Task objective:
Word for word, print out all of the data, omitting every image.

Saved data entries
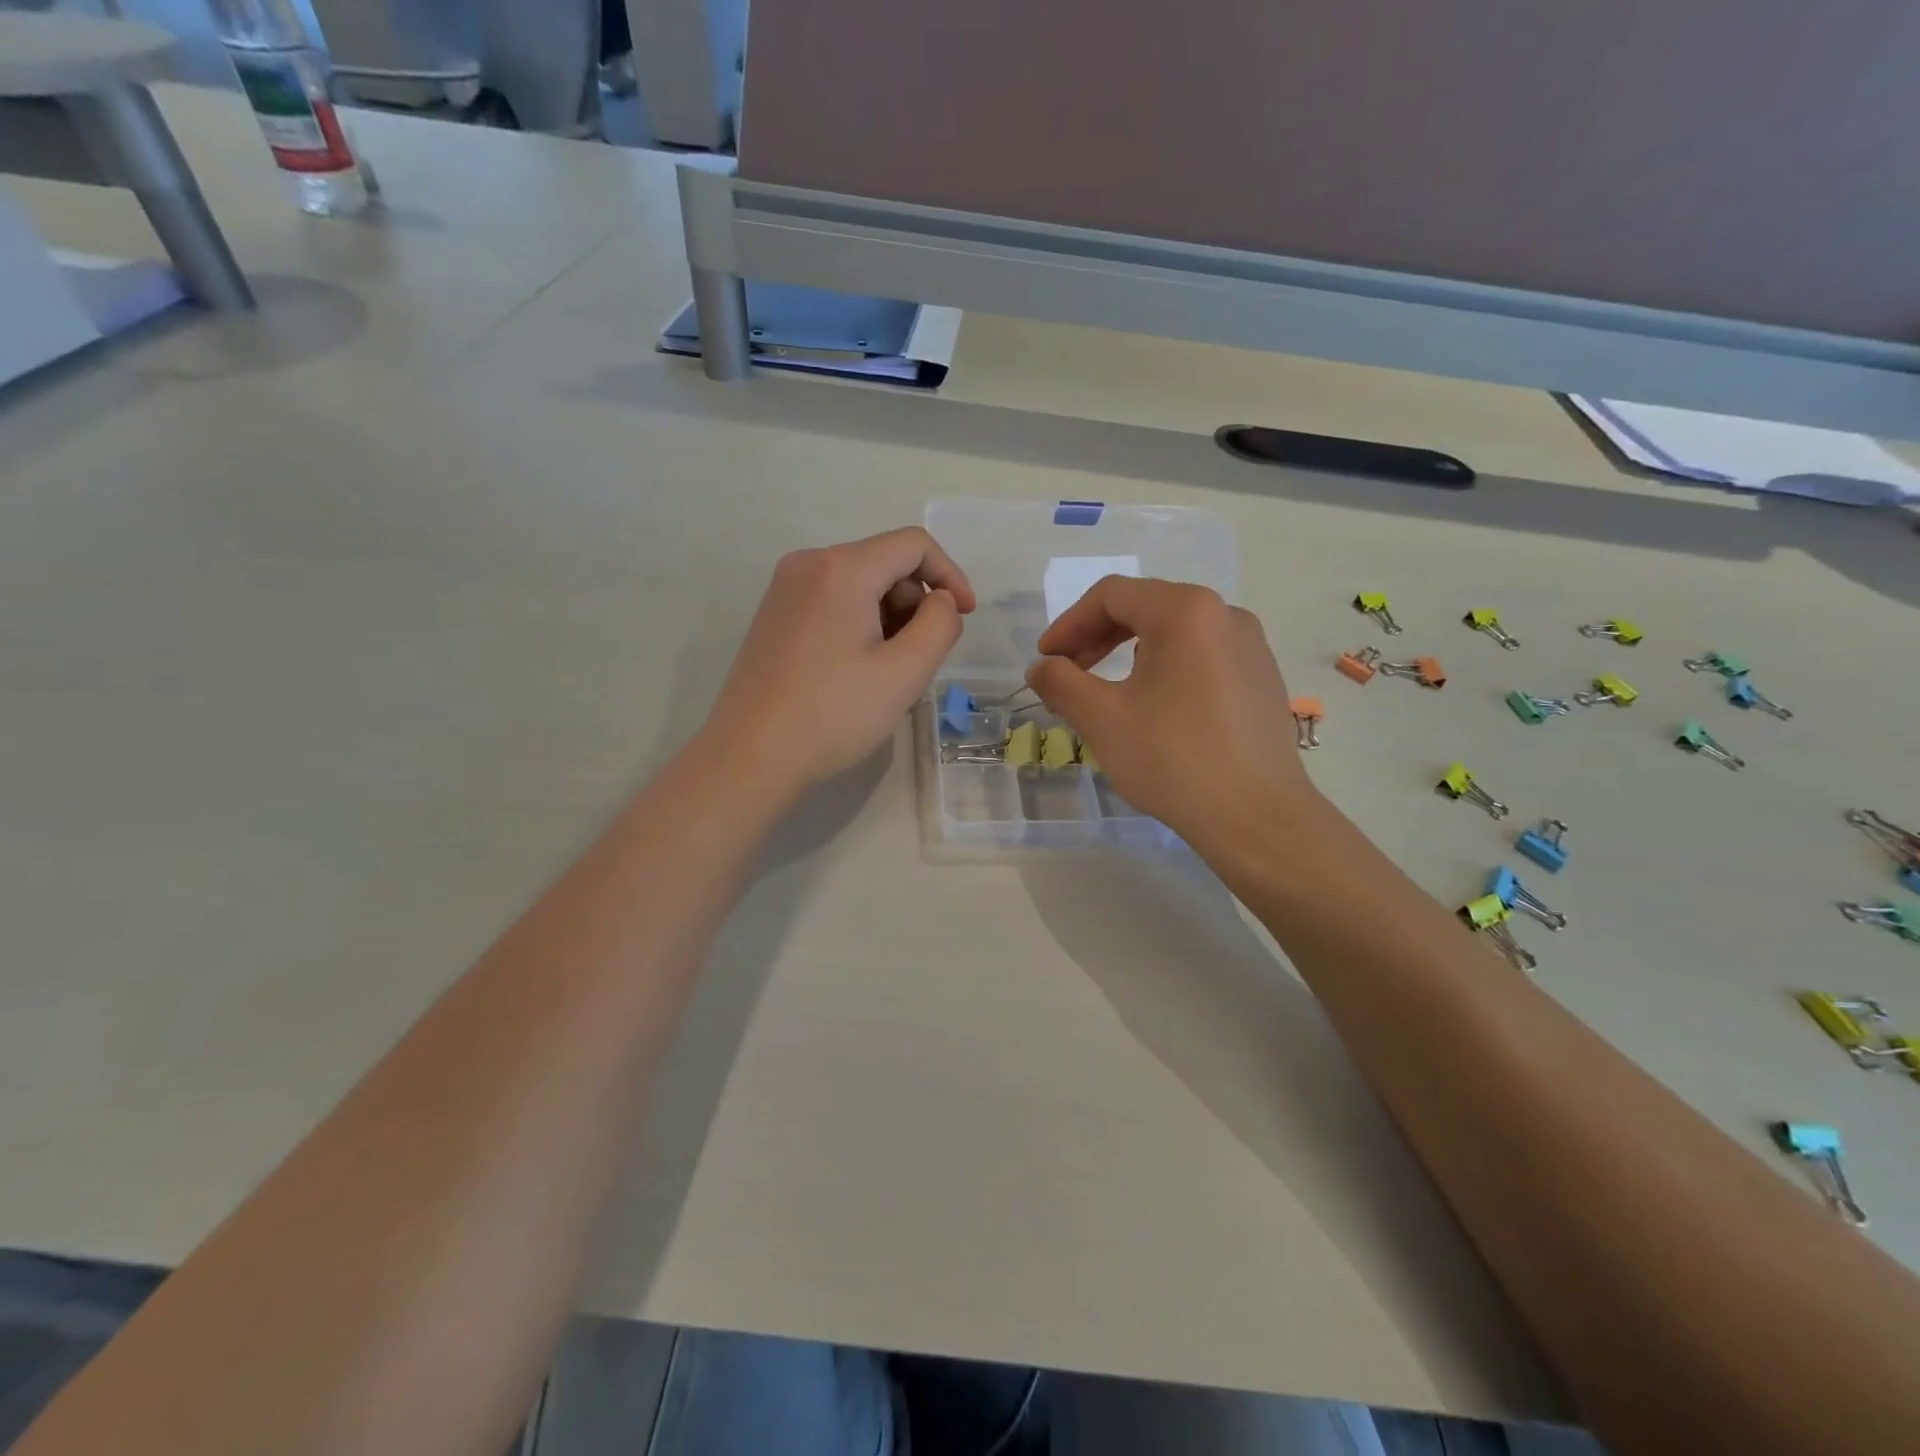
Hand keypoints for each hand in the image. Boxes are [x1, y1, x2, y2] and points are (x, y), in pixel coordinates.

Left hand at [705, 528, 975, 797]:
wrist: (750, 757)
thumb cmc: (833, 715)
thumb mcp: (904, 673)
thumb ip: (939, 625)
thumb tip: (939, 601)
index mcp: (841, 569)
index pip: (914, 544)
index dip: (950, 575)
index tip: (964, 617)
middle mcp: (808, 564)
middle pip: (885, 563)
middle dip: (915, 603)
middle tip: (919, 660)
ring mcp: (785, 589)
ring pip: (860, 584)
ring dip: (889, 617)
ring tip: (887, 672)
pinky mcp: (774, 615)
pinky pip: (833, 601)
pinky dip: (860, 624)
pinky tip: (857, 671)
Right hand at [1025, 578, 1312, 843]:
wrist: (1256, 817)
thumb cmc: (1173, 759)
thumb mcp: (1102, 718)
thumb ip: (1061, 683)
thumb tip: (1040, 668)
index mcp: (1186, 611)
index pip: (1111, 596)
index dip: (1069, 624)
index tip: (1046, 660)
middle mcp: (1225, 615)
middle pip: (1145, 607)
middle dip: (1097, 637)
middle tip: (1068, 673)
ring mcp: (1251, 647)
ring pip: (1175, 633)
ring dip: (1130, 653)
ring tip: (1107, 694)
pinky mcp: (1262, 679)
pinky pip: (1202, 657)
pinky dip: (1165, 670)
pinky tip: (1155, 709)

Response:
Hand keypoints for each hand in the image. Boxes are [x1, y1, x2, y2] and points are (x, y), in pixel coordinates.

Left hand at [705, 528, 975, 797]:
wrist: (750, 757)
thumb cmc: (833, 715)
thumb mcp: (904, 673)
thumb ip: (939, 625)
thumb tip: (939, 601)
index mcp: (841, 569)
index pip: (914, 544)
index dip: (950, 575)
index tip: (964, 617)
middle mcp: (808, 564)
middle pip: (885, 563)
middle dip: (915, 603)
middle tip: (919, 660)
ring mcp: (785, 589)
ring pip: (860, 584)
ring dip: (889, 617)
ring tip: (887, 672)
pinky mcp: (774, 615)
pinky pip: (833, 601)
pinky dip: (860, 624)
pinky tip: (857, 671)
Right hand at [1025, 578, 1312, 843]:
wrist: (1256, 817)
thumb cmc: (1173, 759)
thumb mcp: (1102, 718)
thumb ip: (1061, 683)
thumb tip: (1040, 668)
index mcp: (1186, 611)
index pip: (1111, 596)
index dip: (1069, 624)
index tip: (1046, 660)
middle mcp: (1225, 615)
middle pip: (1145, 607)
middle dip: (1097, 637)
middle tip: (1068, 673)
ring mcp: (1251, 647)
ring pip: (1175, 633)
ring dip: (1130, 653)
ring tip: (1107, 694)
pinky mcp: (1262, 679)
pinky pip: (1202, 657)
pinky dip: (1165, 670)
pinky tip: (1155, 709)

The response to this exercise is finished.